Officiellement, il s’agit de fournir aux consommateurs un environnement sécurisé qui leur garantit que le vendeur des billets est bien autorisé à revendre des « billets d’occasion » sur le marché. Mais l’initiative vise surtout bien sûr à capter une part importante des bénéfices réalisés grâce à l’inflation du prix des billets de concerts les plus recherchés. « Il est inacceptable que pas un seul centime des 200 millions de livres sterlings estimés dans les transactions générées par les revente de billets de concerts en Grande-Bretagne soit reversé à ceux qui investissent dans l’industrie du concert« , explique Marc Marot, le manager de Yussuf Islam et Paul Oakfenfold, ancien directeur du label Island Records et président de la Resale Rights Society.

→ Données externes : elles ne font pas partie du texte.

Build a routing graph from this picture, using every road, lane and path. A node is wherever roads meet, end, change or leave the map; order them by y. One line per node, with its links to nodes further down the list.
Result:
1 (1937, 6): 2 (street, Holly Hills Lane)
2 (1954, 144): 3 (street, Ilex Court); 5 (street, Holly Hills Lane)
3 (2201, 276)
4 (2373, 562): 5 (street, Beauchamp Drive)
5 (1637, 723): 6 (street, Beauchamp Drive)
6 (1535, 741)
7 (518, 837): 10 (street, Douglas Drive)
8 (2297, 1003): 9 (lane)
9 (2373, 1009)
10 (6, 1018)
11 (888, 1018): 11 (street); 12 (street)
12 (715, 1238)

Ce droit de revente ressemble fort au droit de suite qui existe pour la revente des tableaux, et qui permet à l’auteur ou à ses héritiers de bénéficier d’un pourcentage sur le prix de la revente. C’est le seul et unique cas dans lequel l’artiste bénéficie d’un droit sur les ventes successives du matériel sur lequel est fixé son œuvre. Si ce droit de suite existe, c’est par pur pragmatisme économique. Contrairement à une œuvre littéraire ou musicale, un tableau n’est par nature fixé que sur un seul support, et ne génère donc de l’argent qu’à la vente et aux reventes de ce support. Et sa valeur, généralement, augmente avec le temps et la notoriété du peintre. Or en matière de musique et de concerts, l’artiste qui vend ses places de concerts a déjà établi sa notoriété, et dispose de plusieurs sources de revenus. Rien ne justifie donc qu’il touche sur la revente des places de concerts. Si ces places n’ont pas été vendues assez cher, c’est une erreur de gestion comme en font tous les professionnels dans tous les corps de métier. Au nom de quoi les artistes bénéficieraient-ils d’une garantie supplémentaire contre leurs erreurs de gestion ?

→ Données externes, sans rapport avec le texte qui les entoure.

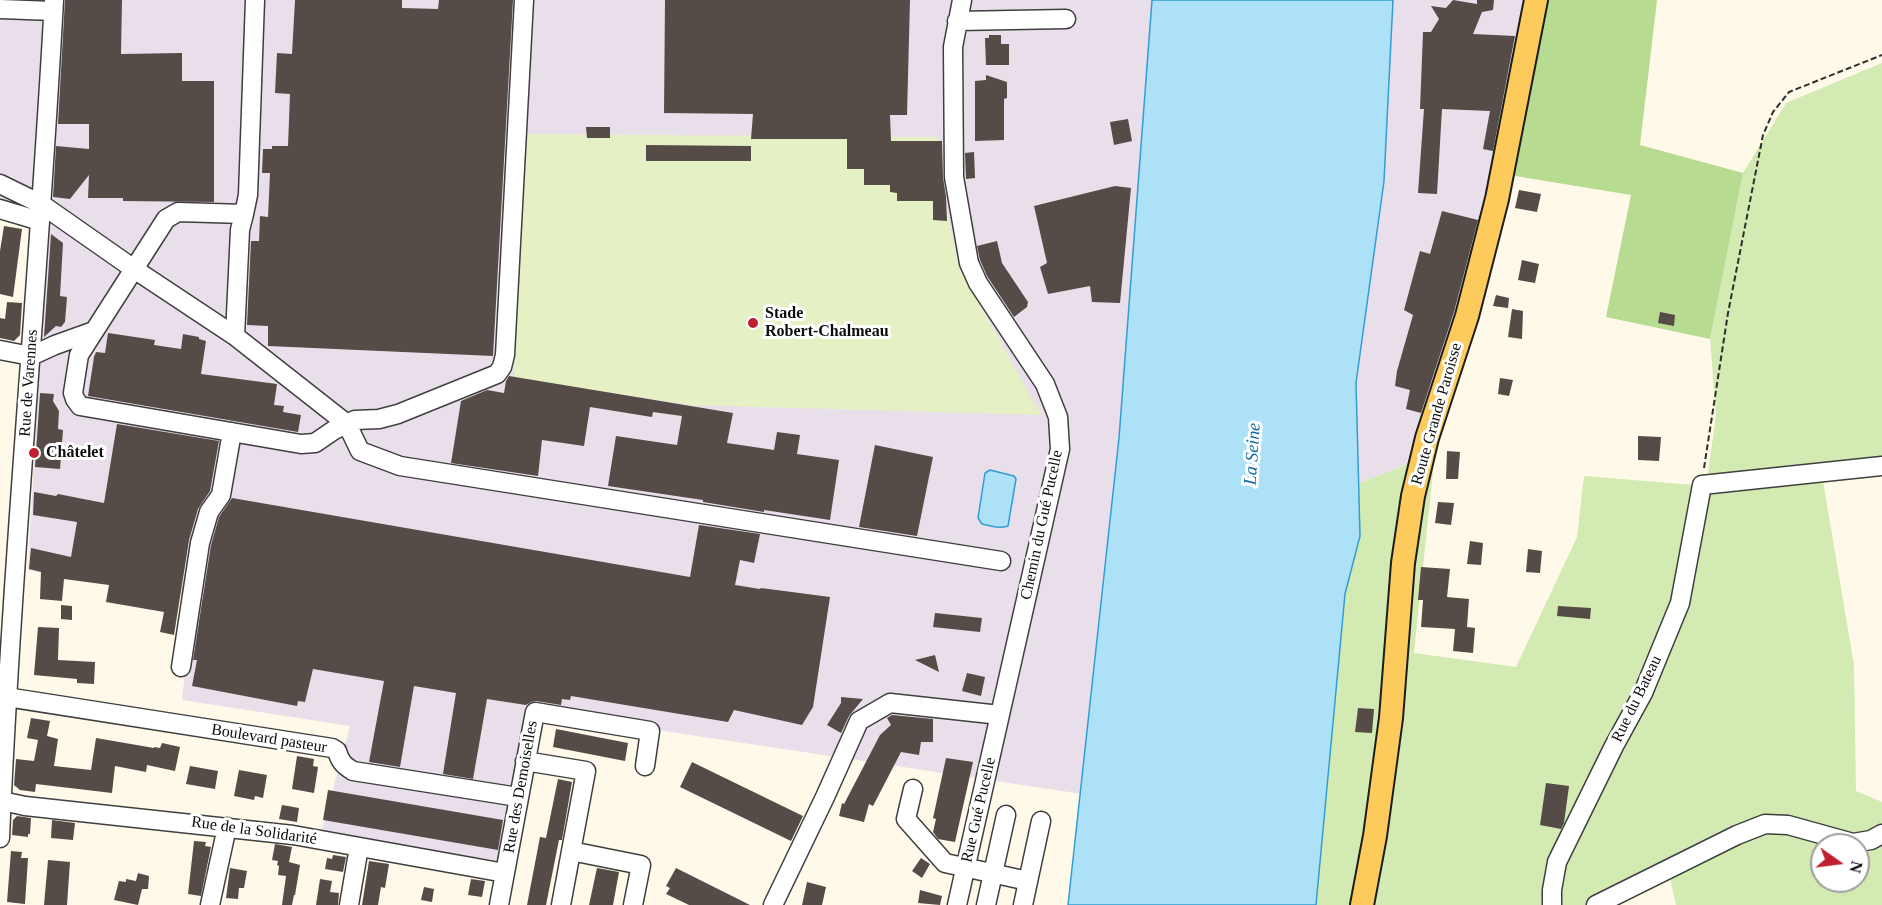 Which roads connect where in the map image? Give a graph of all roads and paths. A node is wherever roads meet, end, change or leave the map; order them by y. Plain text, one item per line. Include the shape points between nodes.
1 (255, 0) edge
2 (524, 0) edge
3 (962, 0) edge
4 (1536, 0) edge
5 (53, 5) edge
6 (0, 9) edge
7 (1066, 19) dead end
8 (957, 21) junction
9 (1882, 56) edge
10 (0, 183) edge
11 (0, 209) edge
12 (41, 213) junction
13 (244, 214) junction
14 (134, 269) junction
15 (94, 331) junction
16 (235, 336) junction
17 (0, 350) edge
18 (31, 356) junction
19 (347, 424) junction
20 (232, 432) junction
21 (1882, 466) edge
22 (1702, 485) junction
23 (1001, 561) dead end
24 (180, 667) dead end
25 (4, 697) edge
26 (1000, 715) junction
27 (525, 761) junction
28 (645, 766) dead end
29 (913, 789) dead end
30 (1, 796) edge
31 (518, 797) junction
32 (1006, 815) dead end
33 (1041, 821) dead end
34 (227, 827) junction
35 (1882, 834) edge
36 (0, 837) edge
37 (359, 847) junction
38 (571, 851) junction
39 (965, 868) junction
40 (505, 873) junction
41 (993, 873) junction
42 (1028, 881) junction
43 (210, 905) edge
44 (349, 905) edge
45 (499, 905) edge
46 (561, 905) edge
47 (633, 905) edge
48 (773, 905) edge
49 (957, 905) edge
50 (986, 905) edge
51 (1023, 905) edge
52 (1362, 905) edge
53 (1552, 905) edge
54 (1596, 905) edge

1 - 13 street via 248,195
2 - 19 street via 502,367 497,375 398,414
3 - 8 street, Chemin du Gué Pucelle
4 - 52 main road, Route Grande Paroisse via 1497,199 1413,496 1403,563 1390,730
5 - 6 street
5 - 12 street, Rue de Varennes
7 - 8 street
8 - 26 street, Chemin du Gué Pucelle via 953,47 954,177 969,263 978,283 1045,384 1058,417 1060,449
9 - 22 path via 1789,92 1773,112 1763,135 1728,313
10 - 12 street
11 - 12 street
12 - 14 street
12 - 18 street, Rue de Varennes
13 - 14 street via 178,212 166,219
13 - 16 street
14 - 15 street
14 - 16 street
15 - 18 street
15 - 20 street via 79,355 73,393 80,406
16 - 19 street
17 - 18 street
18 - 25 street, Rue de Varennes
19 - 20 street via 315,443 301,444
19 - 23 street via 360,451 400,466
20 - 24 street via 221,495 209,512 200,543
21 - 22 street
22 - 53 street, Rue du Bateau via 1680,603 1643,693 1557,862
25 - 30 street, Rue de Varennes
25 - 31 street, Boulevard pasteur via 332,748 344,766 353,771
26 - 39 street, Rue Gué Pucelle
26 - 48 street via 890,703 859,721
27 - 28 street, Rue des Demoiselles via 535,712 650,731
27 - 31 street, Rue des Demoiselles
27 - 38 street via 586,771
29 - 39 street via 906,819 942,861
30 - 34 street, Rue de la Solidarité via 37,807
30 - 36 street, Rue de Varennes
31 - 40 street, Rue des Demoiselles
32 - 41 street
33 - 42 street
34 - 37 street, Rue de la Solidarité
34 - 43 street
35 - 54 street via 1853,843 1788,825 1765,824
37 - 40 street, Rue de la Solidarité
37 - 44 street
38 - 46 street
38 - 47 street via 641,865
39 - 41 street
39 - 49 street, Rue Gué Pucelle
40 - 45 street, Rue des Demoiselles
41 - 42 street
41 - 50 street
42 - 51 street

Plus largement, la reconnaissance d’un tel droit participerait à l’idée d’une disparition progressive du droit de vendre d’occasion les « objets culturels » achetés par le consommateur. On le voit déjà avec les morceaux de musique et films vendus sous DRM, qu’il est impossible de revendre, mais aussi avec les jeux vidéo « Games for Windows » dont la clé unique empêche concrètement la revente à un tiers.

En France, la revente des billets de spectacles n’est pas interdit tant que le prix de revente ne dépasse pas le prix de la valeur faciale.